- What this task involves -
Where does the word "Juan" show up in the records? Copy every line that holds it.

(Dataset records)
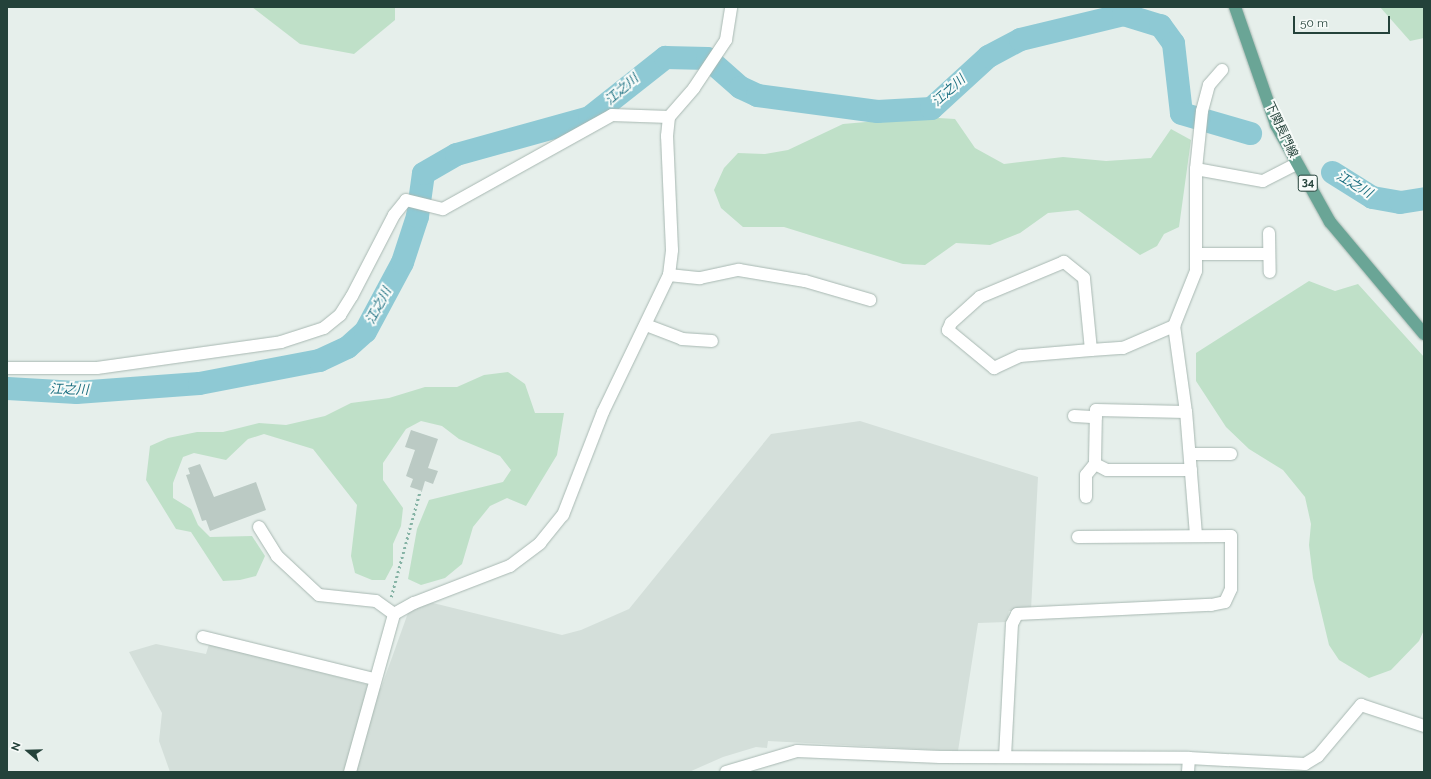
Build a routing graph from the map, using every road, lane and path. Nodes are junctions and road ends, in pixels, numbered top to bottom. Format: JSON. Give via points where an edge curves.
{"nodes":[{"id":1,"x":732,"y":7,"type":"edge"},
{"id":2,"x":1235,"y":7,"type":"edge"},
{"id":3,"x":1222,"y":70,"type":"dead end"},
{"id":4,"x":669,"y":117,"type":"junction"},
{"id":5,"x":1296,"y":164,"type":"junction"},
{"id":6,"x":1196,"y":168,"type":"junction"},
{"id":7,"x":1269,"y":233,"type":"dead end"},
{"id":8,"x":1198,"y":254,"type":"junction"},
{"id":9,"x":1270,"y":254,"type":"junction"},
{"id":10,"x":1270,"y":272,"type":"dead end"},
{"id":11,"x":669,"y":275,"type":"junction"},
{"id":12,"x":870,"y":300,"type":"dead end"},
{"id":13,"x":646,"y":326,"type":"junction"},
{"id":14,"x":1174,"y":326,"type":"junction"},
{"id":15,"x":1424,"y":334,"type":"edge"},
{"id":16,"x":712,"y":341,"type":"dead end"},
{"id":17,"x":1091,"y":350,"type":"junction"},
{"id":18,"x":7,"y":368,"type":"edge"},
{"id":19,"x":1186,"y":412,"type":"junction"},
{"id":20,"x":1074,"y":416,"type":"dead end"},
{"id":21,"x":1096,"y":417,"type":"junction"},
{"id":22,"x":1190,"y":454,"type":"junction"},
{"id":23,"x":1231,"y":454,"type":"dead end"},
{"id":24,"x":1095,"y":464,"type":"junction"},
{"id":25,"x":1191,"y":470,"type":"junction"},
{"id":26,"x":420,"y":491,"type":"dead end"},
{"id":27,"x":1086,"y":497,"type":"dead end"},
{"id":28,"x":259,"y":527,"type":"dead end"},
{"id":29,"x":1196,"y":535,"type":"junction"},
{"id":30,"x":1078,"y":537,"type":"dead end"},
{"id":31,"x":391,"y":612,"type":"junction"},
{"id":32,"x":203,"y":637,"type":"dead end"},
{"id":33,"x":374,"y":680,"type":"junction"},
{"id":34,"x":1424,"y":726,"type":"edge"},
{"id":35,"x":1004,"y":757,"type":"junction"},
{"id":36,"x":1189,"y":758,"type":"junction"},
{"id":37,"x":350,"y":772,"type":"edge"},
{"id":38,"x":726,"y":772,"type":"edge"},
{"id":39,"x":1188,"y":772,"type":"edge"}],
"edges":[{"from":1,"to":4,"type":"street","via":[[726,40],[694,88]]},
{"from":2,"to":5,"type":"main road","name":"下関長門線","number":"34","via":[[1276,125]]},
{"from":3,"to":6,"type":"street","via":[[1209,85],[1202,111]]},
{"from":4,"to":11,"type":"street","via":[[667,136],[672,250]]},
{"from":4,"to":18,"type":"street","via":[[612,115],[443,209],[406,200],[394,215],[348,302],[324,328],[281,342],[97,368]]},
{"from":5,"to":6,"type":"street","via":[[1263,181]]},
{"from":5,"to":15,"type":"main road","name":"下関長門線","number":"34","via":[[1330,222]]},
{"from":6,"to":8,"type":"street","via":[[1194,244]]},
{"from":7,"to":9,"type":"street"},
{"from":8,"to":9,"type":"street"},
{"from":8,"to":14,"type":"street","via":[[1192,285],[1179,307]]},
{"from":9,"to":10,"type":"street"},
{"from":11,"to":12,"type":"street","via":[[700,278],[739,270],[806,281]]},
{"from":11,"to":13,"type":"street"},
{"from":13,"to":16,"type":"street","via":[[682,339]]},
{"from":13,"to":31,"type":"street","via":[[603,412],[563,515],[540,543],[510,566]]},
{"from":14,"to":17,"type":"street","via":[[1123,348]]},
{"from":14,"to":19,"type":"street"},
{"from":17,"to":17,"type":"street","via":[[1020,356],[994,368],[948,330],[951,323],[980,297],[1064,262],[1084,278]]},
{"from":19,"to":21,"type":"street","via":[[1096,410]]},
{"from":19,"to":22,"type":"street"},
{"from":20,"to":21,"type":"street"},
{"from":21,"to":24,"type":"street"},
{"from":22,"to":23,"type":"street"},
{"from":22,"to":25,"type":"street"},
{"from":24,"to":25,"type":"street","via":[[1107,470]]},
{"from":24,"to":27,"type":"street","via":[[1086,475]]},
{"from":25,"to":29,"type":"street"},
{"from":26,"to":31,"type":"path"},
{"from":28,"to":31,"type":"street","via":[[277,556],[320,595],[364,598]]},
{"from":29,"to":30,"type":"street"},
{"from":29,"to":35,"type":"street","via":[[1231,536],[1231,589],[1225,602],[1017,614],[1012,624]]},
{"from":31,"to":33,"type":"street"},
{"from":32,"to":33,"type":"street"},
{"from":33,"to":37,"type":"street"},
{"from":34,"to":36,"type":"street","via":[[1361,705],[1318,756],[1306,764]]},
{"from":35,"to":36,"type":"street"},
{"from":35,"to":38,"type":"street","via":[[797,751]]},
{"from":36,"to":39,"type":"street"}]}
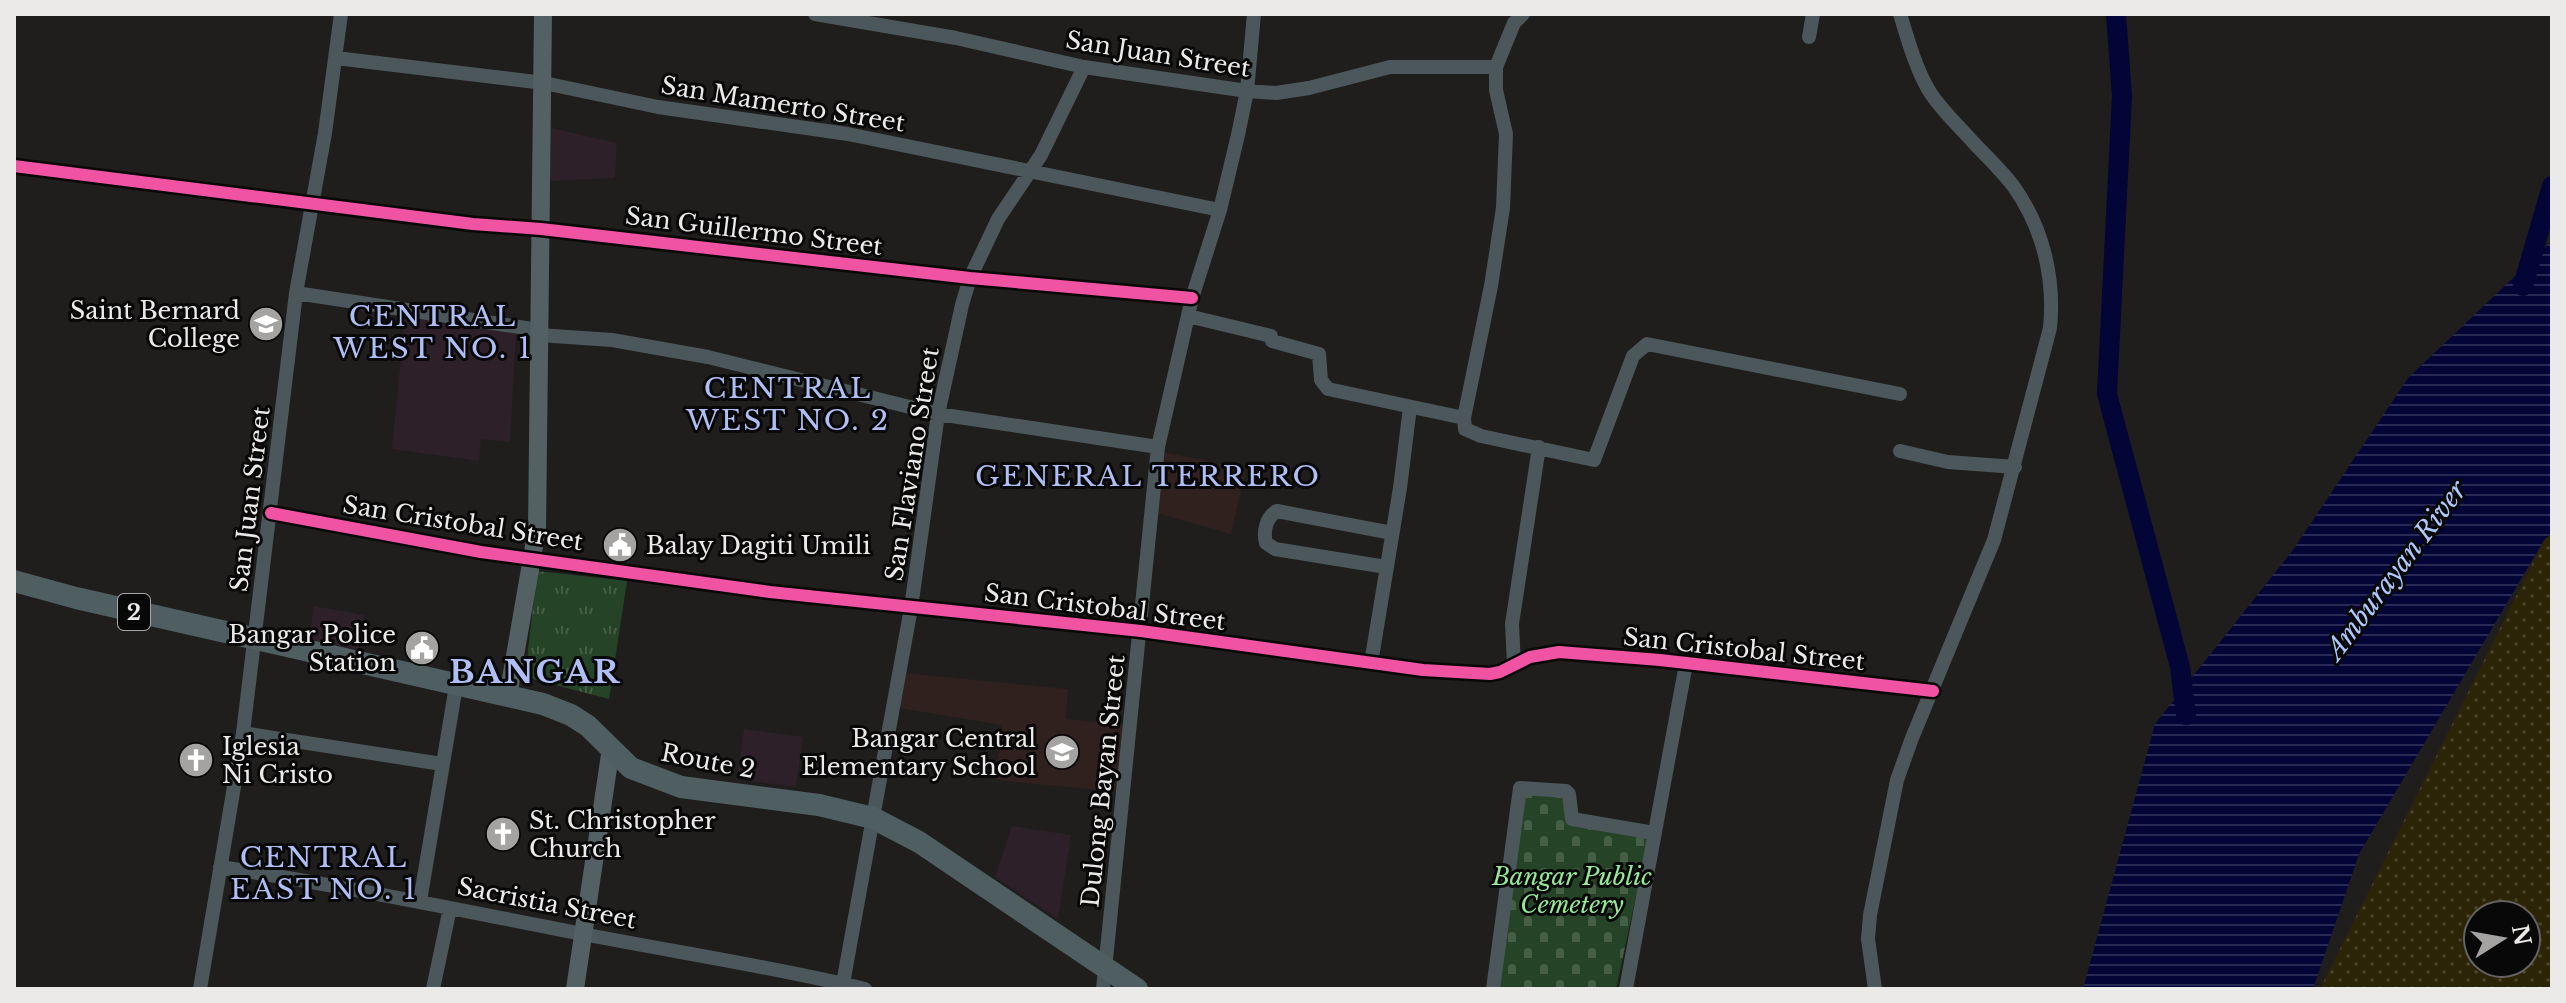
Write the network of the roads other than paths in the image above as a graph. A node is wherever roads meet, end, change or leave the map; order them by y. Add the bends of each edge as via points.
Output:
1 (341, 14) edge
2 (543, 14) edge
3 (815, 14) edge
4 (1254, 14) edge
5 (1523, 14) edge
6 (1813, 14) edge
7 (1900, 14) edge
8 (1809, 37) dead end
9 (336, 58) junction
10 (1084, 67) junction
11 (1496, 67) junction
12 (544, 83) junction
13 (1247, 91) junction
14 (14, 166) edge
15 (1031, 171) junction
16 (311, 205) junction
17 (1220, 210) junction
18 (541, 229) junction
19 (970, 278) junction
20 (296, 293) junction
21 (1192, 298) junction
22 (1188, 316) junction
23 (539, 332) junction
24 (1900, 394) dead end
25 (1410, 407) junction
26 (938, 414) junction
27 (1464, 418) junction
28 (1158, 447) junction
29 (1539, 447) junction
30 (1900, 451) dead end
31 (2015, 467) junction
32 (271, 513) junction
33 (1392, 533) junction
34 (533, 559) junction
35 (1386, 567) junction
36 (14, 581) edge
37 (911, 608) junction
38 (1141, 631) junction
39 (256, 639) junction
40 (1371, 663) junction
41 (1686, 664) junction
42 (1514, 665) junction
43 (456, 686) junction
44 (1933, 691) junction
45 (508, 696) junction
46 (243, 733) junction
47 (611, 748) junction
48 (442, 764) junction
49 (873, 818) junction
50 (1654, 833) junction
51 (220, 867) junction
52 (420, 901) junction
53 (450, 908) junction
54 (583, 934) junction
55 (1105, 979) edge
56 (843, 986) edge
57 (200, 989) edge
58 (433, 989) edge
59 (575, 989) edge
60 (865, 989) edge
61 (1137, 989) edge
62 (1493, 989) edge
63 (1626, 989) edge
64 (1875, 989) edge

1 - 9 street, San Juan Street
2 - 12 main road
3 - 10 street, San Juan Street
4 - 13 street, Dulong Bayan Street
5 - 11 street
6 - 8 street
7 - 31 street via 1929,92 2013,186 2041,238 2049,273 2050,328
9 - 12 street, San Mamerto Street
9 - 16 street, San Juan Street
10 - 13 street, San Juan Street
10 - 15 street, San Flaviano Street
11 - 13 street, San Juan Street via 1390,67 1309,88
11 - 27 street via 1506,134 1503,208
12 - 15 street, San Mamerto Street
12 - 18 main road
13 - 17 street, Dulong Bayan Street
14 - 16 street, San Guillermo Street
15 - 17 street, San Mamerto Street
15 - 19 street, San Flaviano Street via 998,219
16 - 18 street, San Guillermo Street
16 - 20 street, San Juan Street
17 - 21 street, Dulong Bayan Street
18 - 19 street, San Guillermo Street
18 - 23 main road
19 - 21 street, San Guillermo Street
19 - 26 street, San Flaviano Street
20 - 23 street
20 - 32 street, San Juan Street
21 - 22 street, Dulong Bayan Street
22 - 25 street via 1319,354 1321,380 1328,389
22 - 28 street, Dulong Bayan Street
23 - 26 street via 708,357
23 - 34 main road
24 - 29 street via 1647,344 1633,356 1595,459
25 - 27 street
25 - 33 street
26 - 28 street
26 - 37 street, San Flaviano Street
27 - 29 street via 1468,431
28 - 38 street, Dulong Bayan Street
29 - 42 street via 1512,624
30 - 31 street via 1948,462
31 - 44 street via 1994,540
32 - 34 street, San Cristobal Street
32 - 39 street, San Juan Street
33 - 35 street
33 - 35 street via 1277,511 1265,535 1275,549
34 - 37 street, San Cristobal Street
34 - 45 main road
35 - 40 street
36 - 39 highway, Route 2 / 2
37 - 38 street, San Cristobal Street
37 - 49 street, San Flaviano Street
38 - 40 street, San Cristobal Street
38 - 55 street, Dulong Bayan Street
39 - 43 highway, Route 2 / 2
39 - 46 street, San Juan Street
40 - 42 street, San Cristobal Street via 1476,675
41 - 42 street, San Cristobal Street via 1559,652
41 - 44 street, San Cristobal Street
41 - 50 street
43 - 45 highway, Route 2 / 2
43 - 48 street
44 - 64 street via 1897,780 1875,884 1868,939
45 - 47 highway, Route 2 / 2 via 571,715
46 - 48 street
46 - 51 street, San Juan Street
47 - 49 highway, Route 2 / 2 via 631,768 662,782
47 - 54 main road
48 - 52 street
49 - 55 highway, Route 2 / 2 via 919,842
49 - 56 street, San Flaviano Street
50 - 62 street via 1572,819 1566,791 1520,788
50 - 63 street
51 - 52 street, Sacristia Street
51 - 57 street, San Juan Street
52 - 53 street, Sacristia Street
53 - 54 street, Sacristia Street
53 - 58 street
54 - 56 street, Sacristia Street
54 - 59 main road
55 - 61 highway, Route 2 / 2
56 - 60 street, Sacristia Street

- Output of the task -
1 - 9 street, San Juan Street
3 - 10 street, San Juan Street
9 - 16 street, San Juan Street
10 - 13 street, San Juan Street
11 - 13 street, San Juan Street via 1390,67 1309,88
16 - 20 street, San Juan Street
20 - 32 street, San Juan Street
32 - 39 street, San Juan Street
39 - 46 street, San Juan Street
46 - 51 street, San Juan Street
51 - 57 street, San Juan Street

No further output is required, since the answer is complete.